Eighth: Sensory evaluation of nectar and nectar blends at zero time:
The results of the sensory evaluation include (color, appearance, taste,odor, texture and overall acceptability) of the nectar blends indicated that they were highly acceptable in all sensory properties immediately manufacturing.
Ninth: Sensory evaluation of nectar and nectar blends after 3 months:
The results of the sensory evaluation (color, appearance, taste,odor, texture and overall acceptability) of the nectar blends formulas showed that all of them were highly accepted by the arbitrators. As high degrees were recorded in all sensory properties at the end of the storage period (3 months).
However all organoleptic evaluation properties significantly decreased (p≤ 0.05) with the prolonged time of storage proceeded.

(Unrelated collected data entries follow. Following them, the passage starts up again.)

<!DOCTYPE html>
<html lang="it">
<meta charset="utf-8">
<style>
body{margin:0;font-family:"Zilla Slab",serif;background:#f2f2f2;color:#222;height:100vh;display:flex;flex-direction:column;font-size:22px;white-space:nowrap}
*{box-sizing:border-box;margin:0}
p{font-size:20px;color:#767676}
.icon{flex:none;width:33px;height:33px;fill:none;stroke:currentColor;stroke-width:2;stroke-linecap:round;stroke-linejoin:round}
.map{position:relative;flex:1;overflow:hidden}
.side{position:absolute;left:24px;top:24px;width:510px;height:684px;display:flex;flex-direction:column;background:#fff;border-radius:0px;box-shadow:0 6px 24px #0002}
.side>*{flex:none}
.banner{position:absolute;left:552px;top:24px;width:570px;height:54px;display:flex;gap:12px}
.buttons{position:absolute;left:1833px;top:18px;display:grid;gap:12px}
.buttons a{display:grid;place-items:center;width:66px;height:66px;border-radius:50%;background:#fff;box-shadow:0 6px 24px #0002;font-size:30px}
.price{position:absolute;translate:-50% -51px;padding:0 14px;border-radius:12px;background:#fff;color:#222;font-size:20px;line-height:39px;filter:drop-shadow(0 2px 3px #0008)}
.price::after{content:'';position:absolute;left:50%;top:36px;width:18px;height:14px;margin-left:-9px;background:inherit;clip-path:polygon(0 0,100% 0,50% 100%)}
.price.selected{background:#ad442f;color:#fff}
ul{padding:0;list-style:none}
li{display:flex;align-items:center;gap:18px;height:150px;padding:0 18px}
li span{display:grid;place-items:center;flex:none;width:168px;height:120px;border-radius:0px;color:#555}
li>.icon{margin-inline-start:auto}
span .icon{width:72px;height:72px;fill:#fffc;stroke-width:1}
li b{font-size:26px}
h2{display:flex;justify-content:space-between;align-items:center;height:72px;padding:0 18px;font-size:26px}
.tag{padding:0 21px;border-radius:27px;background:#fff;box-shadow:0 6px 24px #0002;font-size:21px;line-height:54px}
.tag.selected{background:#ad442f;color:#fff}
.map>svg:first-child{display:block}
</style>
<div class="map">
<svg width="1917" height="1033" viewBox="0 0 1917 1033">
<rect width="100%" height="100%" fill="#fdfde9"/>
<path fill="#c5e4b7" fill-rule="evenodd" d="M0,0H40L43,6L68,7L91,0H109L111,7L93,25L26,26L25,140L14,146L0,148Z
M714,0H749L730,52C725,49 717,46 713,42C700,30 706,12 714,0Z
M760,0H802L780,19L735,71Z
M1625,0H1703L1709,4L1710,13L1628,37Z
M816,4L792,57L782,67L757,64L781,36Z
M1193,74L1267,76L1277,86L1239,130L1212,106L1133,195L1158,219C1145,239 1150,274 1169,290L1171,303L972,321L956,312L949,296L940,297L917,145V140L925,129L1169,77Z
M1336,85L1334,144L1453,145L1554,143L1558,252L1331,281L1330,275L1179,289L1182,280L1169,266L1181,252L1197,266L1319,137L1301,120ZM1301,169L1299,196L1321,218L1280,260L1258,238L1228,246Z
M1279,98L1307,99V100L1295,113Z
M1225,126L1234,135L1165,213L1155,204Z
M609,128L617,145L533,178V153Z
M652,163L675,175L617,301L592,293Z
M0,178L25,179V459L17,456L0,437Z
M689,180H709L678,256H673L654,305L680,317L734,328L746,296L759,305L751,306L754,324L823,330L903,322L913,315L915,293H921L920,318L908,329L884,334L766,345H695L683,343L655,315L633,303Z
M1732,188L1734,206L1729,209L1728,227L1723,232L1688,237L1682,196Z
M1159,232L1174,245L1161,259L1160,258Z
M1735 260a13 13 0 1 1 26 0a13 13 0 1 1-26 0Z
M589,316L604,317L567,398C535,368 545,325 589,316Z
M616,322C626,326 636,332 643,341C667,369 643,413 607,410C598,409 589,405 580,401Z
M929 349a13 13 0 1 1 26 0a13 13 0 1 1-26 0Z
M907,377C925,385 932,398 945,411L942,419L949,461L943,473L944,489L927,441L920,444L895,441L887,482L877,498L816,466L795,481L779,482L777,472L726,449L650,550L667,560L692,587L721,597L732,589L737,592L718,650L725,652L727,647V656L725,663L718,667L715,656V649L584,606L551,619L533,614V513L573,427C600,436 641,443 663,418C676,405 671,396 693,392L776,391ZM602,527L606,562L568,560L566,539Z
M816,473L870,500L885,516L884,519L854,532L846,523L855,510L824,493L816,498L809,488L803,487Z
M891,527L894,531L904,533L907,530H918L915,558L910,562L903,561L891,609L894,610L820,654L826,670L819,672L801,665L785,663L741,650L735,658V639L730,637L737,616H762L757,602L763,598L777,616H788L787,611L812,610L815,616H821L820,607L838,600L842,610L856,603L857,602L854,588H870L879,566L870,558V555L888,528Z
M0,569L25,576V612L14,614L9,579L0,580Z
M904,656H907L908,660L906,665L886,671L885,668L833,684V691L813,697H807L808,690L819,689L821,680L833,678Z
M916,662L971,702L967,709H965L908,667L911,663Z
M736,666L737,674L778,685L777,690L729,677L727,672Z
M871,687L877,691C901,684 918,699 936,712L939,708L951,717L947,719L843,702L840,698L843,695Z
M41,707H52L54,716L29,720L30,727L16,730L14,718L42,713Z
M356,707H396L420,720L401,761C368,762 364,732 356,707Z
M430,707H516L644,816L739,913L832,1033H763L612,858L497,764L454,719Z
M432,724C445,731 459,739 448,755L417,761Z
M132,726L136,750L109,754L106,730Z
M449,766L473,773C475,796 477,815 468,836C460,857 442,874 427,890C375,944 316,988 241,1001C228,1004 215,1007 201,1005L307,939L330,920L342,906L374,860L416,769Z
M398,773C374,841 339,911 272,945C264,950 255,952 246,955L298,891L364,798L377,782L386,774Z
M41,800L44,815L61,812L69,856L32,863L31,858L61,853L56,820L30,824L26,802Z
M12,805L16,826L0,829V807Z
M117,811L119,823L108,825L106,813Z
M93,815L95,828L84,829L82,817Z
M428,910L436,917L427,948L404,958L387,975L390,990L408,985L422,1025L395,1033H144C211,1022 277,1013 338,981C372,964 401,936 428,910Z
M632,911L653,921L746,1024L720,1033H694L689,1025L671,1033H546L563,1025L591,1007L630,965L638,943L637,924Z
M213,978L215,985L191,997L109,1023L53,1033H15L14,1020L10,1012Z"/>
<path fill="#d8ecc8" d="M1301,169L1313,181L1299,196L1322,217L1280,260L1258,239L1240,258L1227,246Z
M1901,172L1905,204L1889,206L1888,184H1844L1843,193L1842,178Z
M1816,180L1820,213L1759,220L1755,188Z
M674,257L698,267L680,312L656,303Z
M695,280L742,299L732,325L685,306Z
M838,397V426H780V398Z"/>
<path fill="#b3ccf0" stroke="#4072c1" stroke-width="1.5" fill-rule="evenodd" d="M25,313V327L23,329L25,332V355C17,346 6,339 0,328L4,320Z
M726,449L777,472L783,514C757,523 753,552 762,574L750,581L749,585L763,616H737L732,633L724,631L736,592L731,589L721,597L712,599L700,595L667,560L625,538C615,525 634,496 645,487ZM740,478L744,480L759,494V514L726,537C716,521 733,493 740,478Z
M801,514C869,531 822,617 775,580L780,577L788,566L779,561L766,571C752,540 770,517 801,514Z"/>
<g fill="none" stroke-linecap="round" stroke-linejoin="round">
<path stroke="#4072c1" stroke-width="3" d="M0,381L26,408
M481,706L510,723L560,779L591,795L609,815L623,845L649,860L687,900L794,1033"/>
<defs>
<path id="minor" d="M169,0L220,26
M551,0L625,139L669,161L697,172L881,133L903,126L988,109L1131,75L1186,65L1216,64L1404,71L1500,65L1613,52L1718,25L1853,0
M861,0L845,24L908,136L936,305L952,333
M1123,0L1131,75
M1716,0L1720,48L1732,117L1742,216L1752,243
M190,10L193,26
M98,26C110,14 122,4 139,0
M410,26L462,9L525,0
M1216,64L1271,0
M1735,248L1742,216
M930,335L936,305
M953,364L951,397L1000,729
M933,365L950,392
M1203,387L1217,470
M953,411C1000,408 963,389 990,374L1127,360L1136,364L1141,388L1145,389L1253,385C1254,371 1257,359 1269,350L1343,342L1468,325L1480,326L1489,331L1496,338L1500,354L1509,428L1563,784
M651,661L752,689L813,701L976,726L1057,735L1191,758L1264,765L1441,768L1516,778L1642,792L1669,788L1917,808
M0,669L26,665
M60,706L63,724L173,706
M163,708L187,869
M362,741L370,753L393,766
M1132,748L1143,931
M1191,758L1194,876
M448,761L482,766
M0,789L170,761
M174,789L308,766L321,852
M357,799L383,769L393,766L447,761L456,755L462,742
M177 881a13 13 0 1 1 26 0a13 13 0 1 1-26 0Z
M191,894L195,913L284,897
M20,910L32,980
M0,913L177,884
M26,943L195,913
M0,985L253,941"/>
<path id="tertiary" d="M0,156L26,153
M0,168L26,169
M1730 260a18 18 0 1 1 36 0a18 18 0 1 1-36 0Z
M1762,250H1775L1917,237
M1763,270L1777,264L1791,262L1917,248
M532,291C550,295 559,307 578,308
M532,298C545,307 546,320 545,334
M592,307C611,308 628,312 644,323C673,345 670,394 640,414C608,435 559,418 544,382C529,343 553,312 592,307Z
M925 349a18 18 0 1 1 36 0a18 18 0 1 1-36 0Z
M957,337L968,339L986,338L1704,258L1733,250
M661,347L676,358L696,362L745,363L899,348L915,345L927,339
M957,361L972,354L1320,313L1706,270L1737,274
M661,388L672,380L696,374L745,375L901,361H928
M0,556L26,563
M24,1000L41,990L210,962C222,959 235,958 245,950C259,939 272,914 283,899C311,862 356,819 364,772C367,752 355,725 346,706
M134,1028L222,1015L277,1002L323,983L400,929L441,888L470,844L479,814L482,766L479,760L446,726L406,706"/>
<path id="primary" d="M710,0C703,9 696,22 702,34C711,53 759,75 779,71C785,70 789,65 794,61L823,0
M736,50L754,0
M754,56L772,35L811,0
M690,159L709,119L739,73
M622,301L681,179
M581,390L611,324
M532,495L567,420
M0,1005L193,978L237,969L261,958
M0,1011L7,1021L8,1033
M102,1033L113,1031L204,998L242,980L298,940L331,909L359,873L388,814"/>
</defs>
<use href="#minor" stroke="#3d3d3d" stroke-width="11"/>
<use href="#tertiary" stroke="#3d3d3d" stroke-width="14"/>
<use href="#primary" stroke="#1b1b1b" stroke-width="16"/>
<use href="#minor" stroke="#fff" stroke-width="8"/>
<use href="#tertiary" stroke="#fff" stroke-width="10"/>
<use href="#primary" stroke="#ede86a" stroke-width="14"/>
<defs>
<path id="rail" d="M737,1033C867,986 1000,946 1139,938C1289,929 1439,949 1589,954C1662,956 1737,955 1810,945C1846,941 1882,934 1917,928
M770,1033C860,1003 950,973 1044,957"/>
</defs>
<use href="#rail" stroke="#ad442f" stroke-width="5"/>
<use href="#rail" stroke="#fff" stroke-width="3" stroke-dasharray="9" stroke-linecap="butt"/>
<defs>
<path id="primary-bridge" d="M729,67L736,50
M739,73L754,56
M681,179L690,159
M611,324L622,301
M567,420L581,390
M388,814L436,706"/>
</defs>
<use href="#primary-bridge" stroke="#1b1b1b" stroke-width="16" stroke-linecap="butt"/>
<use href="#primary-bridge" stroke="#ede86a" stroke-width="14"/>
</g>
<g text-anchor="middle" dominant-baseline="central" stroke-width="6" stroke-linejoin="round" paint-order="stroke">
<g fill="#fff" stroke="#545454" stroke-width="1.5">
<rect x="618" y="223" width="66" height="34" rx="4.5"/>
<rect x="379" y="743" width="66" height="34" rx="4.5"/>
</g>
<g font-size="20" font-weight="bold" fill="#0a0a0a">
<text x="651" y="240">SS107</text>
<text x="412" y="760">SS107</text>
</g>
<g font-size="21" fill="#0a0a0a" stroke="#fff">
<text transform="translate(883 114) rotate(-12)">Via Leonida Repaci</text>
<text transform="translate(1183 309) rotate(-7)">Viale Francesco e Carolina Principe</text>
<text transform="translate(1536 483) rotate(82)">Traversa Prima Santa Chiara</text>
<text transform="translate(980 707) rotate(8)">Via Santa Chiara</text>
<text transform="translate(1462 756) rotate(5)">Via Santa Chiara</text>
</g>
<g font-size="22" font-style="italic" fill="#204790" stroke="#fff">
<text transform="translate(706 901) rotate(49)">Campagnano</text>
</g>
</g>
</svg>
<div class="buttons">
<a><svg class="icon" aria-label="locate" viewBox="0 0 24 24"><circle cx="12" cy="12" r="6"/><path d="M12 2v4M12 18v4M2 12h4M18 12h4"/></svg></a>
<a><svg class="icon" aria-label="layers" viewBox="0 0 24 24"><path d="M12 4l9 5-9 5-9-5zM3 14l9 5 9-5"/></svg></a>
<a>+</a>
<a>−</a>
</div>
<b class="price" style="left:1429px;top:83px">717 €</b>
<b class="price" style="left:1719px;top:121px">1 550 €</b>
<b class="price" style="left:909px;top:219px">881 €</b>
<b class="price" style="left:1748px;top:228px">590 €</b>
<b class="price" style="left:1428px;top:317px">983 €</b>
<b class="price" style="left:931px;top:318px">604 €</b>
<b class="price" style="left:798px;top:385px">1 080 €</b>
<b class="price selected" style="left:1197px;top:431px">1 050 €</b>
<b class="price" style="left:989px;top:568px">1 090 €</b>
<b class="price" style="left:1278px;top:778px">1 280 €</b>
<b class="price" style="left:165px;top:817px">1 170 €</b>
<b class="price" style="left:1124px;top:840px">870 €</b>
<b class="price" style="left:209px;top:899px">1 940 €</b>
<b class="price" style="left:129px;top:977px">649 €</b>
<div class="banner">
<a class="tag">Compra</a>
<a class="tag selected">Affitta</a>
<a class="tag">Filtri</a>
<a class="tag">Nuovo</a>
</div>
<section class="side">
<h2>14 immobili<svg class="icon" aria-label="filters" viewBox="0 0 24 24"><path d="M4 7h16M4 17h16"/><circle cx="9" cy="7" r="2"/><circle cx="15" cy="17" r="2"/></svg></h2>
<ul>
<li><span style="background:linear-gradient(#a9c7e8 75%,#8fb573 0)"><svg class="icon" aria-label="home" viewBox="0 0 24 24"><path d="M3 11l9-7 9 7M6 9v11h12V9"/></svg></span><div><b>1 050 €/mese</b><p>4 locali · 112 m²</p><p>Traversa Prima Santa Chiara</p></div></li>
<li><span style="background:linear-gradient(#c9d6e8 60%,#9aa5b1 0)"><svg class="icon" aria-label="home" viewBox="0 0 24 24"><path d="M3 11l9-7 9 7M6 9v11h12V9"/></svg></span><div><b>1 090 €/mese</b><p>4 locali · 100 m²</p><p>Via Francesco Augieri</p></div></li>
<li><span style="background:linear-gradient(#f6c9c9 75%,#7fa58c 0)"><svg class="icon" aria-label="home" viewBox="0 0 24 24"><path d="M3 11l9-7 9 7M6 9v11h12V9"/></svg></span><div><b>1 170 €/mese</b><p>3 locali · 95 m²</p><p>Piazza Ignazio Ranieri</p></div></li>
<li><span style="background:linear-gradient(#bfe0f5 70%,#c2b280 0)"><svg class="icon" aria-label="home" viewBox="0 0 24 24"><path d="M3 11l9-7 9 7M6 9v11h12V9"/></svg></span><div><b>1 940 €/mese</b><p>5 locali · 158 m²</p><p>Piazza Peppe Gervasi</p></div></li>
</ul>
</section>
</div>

Tenth: Effect of storage chemical composition of nectar and nectar blends:
The results of the chemical analyzes showed that the nectar samples were not significantly affected during the storage period (3 months). Whereas total soulbe solids decreased, pH decreased, sugars decreased, ash decreased, as well as carotenoids and ascorbic acid. A slight increase in both the acidity titratale and the crude fiber during the storage period.

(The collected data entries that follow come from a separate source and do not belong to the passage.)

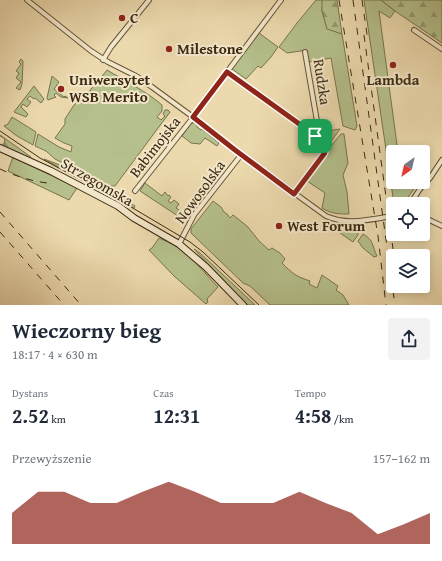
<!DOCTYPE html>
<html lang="pl">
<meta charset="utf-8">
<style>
:root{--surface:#fff;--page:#f2f2f3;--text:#1f2937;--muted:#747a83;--accent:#8f2418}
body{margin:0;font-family:"Gentium Book Plus",serif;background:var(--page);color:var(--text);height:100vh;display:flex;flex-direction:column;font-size:15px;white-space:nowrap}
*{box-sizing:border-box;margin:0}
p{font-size:13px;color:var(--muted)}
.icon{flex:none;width:22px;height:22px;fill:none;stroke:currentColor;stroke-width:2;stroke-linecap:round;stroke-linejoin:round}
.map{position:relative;height:305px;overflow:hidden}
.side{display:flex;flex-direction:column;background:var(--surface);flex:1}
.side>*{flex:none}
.needle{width:26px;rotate:214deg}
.fabs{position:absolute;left:386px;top:145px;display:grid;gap:8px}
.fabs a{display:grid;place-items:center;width:44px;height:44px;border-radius:4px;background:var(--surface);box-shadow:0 2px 10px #0003;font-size:20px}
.pin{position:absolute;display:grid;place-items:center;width:34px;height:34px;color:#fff;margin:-17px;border-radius:8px;box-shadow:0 2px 6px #0006}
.round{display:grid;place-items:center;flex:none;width:42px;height:42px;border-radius:4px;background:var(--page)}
.summary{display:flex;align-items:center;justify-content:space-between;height:68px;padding:0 12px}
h1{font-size:22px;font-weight:800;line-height:30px}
.figures{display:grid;grid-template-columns:repeat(3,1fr);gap:6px;height:68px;padding:4px 12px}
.figures div{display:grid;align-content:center}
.figures b{font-size:20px;font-weight:800}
.figures small{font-size:11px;font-weight:400}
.figures p{font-size:11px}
.chart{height:112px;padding:8px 12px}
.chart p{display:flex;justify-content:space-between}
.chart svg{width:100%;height:72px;margin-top:4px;fill:var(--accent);opacity:.7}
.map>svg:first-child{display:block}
.green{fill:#b5c08c;stroke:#78744f}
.forest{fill:url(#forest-firs);stroke:#78744f}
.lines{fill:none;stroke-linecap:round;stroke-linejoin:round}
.minor-casing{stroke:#675539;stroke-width:6}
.secondary-casing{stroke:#3b2912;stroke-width:8}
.minor{stroke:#f3e7ca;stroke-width:4}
.secondary{stroke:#f3e7ca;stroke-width:6}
.tram{stroke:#3b2912;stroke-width:1}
.rail{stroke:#3b2912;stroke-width:1;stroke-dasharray:7 7;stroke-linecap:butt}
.route-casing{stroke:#fff;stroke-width:8}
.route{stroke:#8f2418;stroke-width:5}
.poi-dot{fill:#8f2418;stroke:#f3e7ca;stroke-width:1.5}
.labels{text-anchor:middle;stroke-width:4;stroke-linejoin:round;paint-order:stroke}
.poi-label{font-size:15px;font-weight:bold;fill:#3b2912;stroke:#f3e7ca;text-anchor:start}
.street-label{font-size:15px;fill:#3b2912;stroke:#f3e7ca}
</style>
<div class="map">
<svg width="442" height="305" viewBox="0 0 442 305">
<defs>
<pattern id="forest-firs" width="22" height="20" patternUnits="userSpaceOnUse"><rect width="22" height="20" fill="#b5c08c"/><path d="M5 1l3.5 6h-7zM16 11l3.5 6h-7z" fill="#949c71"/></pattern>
</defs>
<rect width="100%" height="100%" fill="#ecdaae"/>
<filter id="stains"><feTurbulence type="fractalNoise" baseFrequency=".005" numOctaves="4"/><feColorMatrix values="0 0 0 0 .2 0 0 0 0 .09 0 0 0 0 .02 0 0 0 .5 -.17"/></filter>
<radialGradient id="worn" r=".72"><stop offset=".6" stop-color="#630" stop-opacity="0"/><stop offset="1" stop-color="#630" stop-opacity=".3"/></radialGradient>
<!-- green -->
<g class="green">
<polygon points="316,0 323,0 322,11 327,28 342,34 357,126 355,130 343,126 331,58 309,62 307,50 287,53 279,47 297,23"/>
<polygon points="364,0 381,0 395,11 390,18 379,11 397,145 407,152 393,152 393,182 419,182 403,204 394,204"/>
<polygon points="259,33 278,47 271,57 261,68 258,66 246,79 232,69"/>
<polygon points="21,59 23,61 23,62 22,84 20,90 16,88 21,82 16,78 19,73 16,71 21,64 19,62"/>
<path d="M107,70C125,81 146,91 162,105V111L157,117L161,120L165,116L163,114L165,110H168L170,112L115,186H109L55,159L46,151L35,146L38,134L59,147L71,152L72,146L64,143L55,138L65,124V119L74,105L88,93L95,84H96Z"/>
<polygon points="52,76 59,82 54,89 64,97 65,96 68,98 61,97 56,93 54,95 56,97 48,100 47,98"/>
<polygon points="34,86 44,99 41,103 35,98 34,99 30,96 27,99 31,102 27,107 23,104 21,107 28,114 26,117 14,112"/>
<polygon points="12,117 36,132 33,145 17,136 4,126 8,124"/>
<polygon points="192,123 195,123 197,125 197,127 201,130 202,129 219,143 217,146 205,138 200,144 191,143 182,136 190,124"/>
<polygon points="340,129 332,140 322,134 321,132"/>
<path d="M341,134H344L348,163L343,175L347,192L349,214C338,214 332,214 322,208L325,193L307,181L327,153L331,146Z"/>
<polygon points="13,157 77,188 69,200 8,171"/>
<polygon points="44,159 60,165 101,187 107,192 117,195 135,206 134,208"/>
<polygon points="145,183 162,196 165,192 168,196 169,195 171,197 168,201 171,203 174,200 179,204 176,208 187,215 184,220 140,191"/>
<path d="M213,201L221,207L224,212L227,214L230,218L233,215L247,226L260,242L269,250L272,248L280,253L285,259L282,263C292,273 295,276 310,281L309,284L317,288L322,275L338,286L336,290L343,295L349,305H270L250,286L243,283L191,233V229Z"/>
<polygon points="332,224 346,226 357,226 358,235 353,242 330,226"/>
<path d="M363,234C374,240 372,246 377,256L374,257L363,248L358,241Z"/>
<path d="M159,238C165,241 172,243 177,247C193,257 205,274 218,287L207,299L208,302L206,304L174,276L149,250L152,248Z"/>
<path d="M194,249L200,253L255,305H248C229,287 212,268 194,249Z"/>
</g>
<!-- forest -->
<g class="forest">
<polygon points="322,0 337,0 342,34 327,29 322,11"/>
<polygon points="381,0 442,0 442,43 395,11"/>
<polygon points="0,135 31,157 30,159 2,147 5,141 4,138 0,136"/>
</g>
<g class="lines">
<defs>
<g id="minor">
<path d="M27,0L91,51L108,62L136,76L152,87L193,117L235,150L326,216C348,226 371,219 393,216"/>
<polyline points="414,30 442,49"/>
<polyline points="305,52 318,127 318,131 315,135"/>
<polyline points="103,60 111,47 149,0"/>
<polyline points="227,72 323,141 327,146 327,148 323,154 294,194"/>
<polyline points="135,191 191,120 281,0"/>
<polyline points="410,204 420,189 430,178 442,160"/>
<polyline points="423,217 442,226"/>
<polyline points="179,244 194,215 241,155"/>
</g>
<polyline id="secondary" points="0,148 51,171 118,206 134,218 179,244 206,267 243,305"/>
</defs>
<!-- minor casing -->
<use href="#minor" class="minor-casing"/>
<!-- secondary casing -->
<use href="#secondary" class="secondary-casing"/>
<!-- minor -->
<use href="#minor" class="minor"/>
<!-- secondary -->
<use href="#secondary" class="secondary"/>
<!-- tram -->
<polyline class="tram" points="0,131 40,158 126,204 190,242 203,252 259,305"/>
<!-- rail -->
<g class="rail">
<polyline points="339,0 378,236 386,305"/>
<polyline points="353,0 395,305"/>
<polyline points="362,0 368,41"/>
<polyline points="364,35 394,256"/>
<path d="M0,169C15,176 31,181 47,183"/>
<polyline points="0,212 81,305"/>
<polyline points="0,232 64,305"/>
</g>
</g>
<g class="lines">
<defs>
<polygon id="route" points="227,72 323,141 327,146 324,154 294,194 235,150 193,117"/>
</defs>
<!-- route casing -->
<use href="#route" class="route-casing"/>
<!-- route -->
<use href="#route" class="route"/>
</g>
<!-- markers -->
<g class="poi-dot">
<circle cx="122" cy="18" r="4"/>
<circle cx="169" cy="49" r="4"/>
<circle cx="393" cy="65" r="4"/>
<circle cx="61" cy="89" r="4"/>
<circle cx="279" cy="226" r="4"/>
</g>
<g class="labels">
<!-- poi labels -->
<g class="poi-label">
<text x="130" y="23">C</text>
<text x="177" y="54">Milestone</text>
<text x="69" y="85">Uniwersytet<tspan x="69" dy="17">WSB Merito</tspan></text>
<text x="393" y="85" text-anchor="middle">Lambda</text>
<text x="287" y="231">West Forum</text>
</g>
<!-- street labels -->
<g class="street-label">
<text transform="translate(322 82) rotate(81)" y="5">Rudzka</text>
<text transform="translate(155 147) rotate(-52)" y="5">Babimojska</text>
<text transform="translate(97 182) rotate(30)" y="5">Strzegomska</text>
<text transform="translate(200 192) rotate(-54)" y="5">Nowosolska</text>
</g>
</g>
<rect width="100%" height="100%" filter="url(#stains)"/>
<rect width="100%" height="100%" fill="url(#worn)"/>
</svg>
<div class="fabs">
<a><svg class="needle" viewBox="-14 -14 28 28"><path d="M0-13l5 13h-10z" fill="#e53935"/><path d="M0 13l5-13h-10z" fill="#747a83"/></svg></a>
<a><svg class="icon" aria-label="locate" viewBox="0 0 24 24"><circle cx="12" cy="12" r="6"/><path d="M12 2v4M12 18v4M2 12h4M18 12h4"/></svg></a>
<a><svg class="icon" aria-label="layers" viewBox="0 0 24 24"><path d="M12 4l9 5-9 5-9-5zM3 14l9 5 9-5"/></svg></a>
</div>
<div class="pin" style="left:315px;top:136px;background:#1e9e55"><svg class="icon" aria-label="arrive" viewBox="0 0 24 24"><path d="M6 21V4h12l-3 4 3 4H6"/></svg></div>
</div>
<section class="side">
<div class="summary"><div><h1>Wieczorny bieg</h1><p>18:17 · 4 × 630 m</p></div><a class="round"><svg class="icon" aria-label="share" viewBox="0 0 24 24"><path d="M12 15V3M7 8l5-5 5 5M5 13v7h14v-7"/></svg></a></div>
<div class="figures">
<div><p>Dystans</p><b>2.52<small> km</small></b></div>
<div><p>Czas</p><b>12:31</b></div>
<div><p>Tempo</p><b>4:58<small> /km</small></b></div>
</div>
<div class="chart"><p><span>Przewyższenie</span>157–162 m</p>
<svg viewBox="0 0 160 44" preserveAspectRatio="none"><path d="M0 44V25L10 12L20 12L30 19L40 19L50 12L60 6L70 12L80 19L90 19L100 19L110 12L120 19L130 25L140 38L150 32L160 25V44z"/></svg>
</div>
</section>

Eleven : Effect of storage on the microbiological quality of nectar and nectar blends after 3 months:
Microbiological examination of prepared nectar and nectar blends testing during storage period showed that increasing in the total viable bacterial, coliform group and yeasts and moulds. By evaluating these drinks in terms of microbiological quality they were all fit for human consumption.
Twelveth: Effect of storage sensory evaluation of nectar and nectar blends:
The results of sensory evaluation of nectar samples during the storage period at room temperature showed that there were significant differences between the sensory characteristics of nectar samples during storage and that all of them were sensory acceptable during the storage period.
Finally, it could be concluded that whole blends of fruits and vegetables juices considered a prefect source of energy, protein, fats, dietary fibers, vitamins. In addition to its high ratio of antioxidant activity that protects us from many diseases especially chronic diseases. Moreover, it positively affects the growth of microbes by reducing the number of microbes and increasing the shelf life of juices and its sensory evaluation was acceptable.